[Items listed in a dataset]
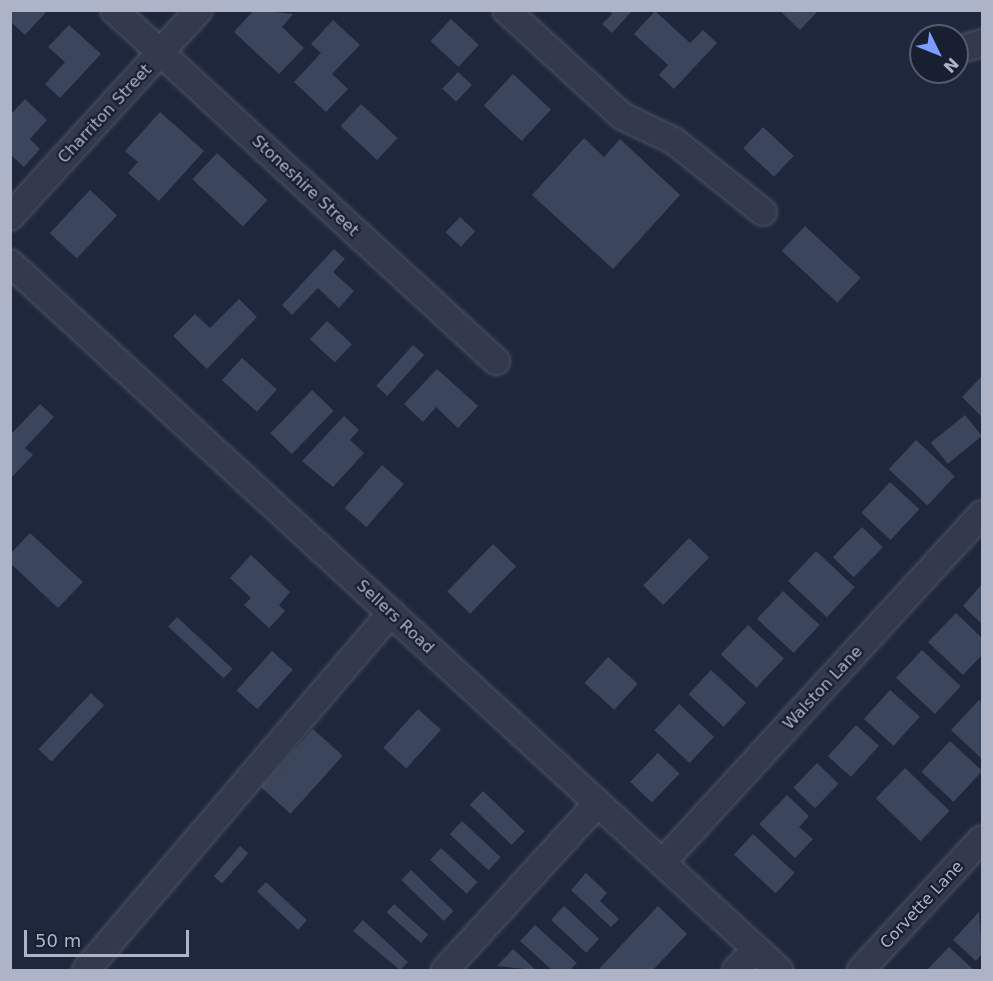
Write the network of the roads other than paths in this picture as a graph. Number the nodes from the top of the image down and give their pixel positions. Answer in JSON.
{"nodes":[{"id":1,"x":114,"y":10,"type":"edge"},
{"id":2,"x":200,"y":10,"type":"edge"},
{"id":3,"x":506,"y":10,"type":"edge"},
{"id":4,"x":160,"y":53,"type":"junction"},
{"id":5,"x":763,"y":212,"type":"dead end"},
{"id":6,"x":10,"y":217,"type":"edge"},
{"id":7,"x":10,"y":263,"type":"edge"},
{"id":8,"x":496,"y":361,"type":"dead end"},
{"id":9,"x":982,"y":514,"type":"edge"},
{"id":10,"x":391,"y":613,"type":"junction"},
{"id":11,"x":598,"y":803,"type":"junction"},
{"id":12,"x":982,"y":839,"type":"edge"},
{"id":13,"x":663,"y":862,"type":"junction"},
{"id":14,"x":756,"y":949,"type":"junction"},
{"id":15,"x":86,"y":970,"type":"edge"},
{"id":16,"x":445,"y":970,"type":"edge"},
{"id":17,"x":736,"y":970,"type":"edge"},
{"id":18,"x":779,"y":970,"type":"edge"},
{"id":19,"x":861,"y":970,"type":"edge"}],
"edges":[{"from":1,"to":4,"type":"street","name":"Stoneshire Street"},
{"from":2,"to":4,"type":"street","name":"Charriton Street"},
{"from":3,"to":5,"type":"street"},
{"from":4,"to":6,"type":"street","name":"Charriton Street"},
{"from":4,"to":8,"type":"street","name":"Stoneshire Street"},
{"from":7,"to":10,"type":"street","name":"Sellers Road"},
{"from":9,"to":13,"type":"street","name":"Walston Lane"},
{"from":10,"to":11,"type":"street","name":"Sellers Road"},
{"from":10,"to":15,"type":"street"},
{"from":11,"to":13,"type":"street","name":"Sellers Road"},
{"from":11,"to":16,"type":"street"},
{"from":12,"to":19,"type":"street","name":"Corvette Lane"},
{"from":13,"to":14,"type":"street","name":"Sellers Road"},
{"from":14,"to":17,"type":"street"},
{"from":14,"to":18,"type":"street","name":"Sellers Road"}]}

| Your instructions |
Give the data again exactly as it stands, apart from the pictures.

| Solved exercise |
Write the network of the roads other than paths in this picture as a graph. Number the nodes from the top of the image down and give their pixel positions. Answer in JSON.
{"nodes":[{"id":1,"x":114,"y":10,"type":"edge"},
{"id":2,"x":200,"y":10,"type":"edge"},
{"id":3,"x":506,"y":10,"type":"edge"},
{"id":4,"x":160,"y":53,"type":"junction"},
{"id":5,"x":763,"y":212,"type":"dead end"},
{"id":6,"x":10,"y":217,"type":"edge"},
{"id":7,"x":10,"y":263,"type":"edge"},
{"id":8,"x":496,"y":361,"type":"dead end"},
{"id":9,"x":982,"y":514,"type":"edge"},
{"id":10,"x":391,"y":613,"type":"junction"},
{"id":11,"x":598,"y":803,"type":"junction"},
{"id":12,"x":982,"y":839,"type":"edge"},
{"id":13,"x":663,"y":862,"type":"junction"},
{"id":14,"x":756,"y":949,"type":"junction"},
{"id":15,"x":86,"y":970,"type":"edge"},
{"id":16,"x":445,"y":970,"type":"edge"},
{"id":17,"x":736,"y":970,"type":"edge"},
{"id":18,"x":779,"y":970,"type":"edge"},
{"id":19,"x":861,"y":970,"type":"edge"}],
"edges":[{"from":1,"to":4,"type":"street","name":"Stoneshire Street"},
{"from":2,"to":4,"type":"street","name":"Charriton Street"},
{"from":3,"to":5,"type":"street"},
{"from":4,"to":6,"type":"street","name":"Charriton Street"},
{"from":4,"to":8,"type":"street","name":"Stoneshire Street"},
{"from":7,"to":10,"type":"street","name":"Sellers Road"},
{"from":9,"to":13,"type":"street","name":"Walston Lane"},
{"from":10,"to":11,"type":"street","name":"Sellers Road"},
{"from":10,"to":15,"type":"street"},
{"from":11,"to":13,"type":"street","name":"Sellers Road"},
{"from":11,"to":16,"type":"street"},
{"from":12,"to":19,"type":"street","name":"Corvette Lane"},
{"from":13,"to":14,"type":"street","name":"Sellers Road"},
{"from":14,"to":17,"type":"street"},
{"from":14,"to":18,"type":"street","name":"Sellers Road"}]}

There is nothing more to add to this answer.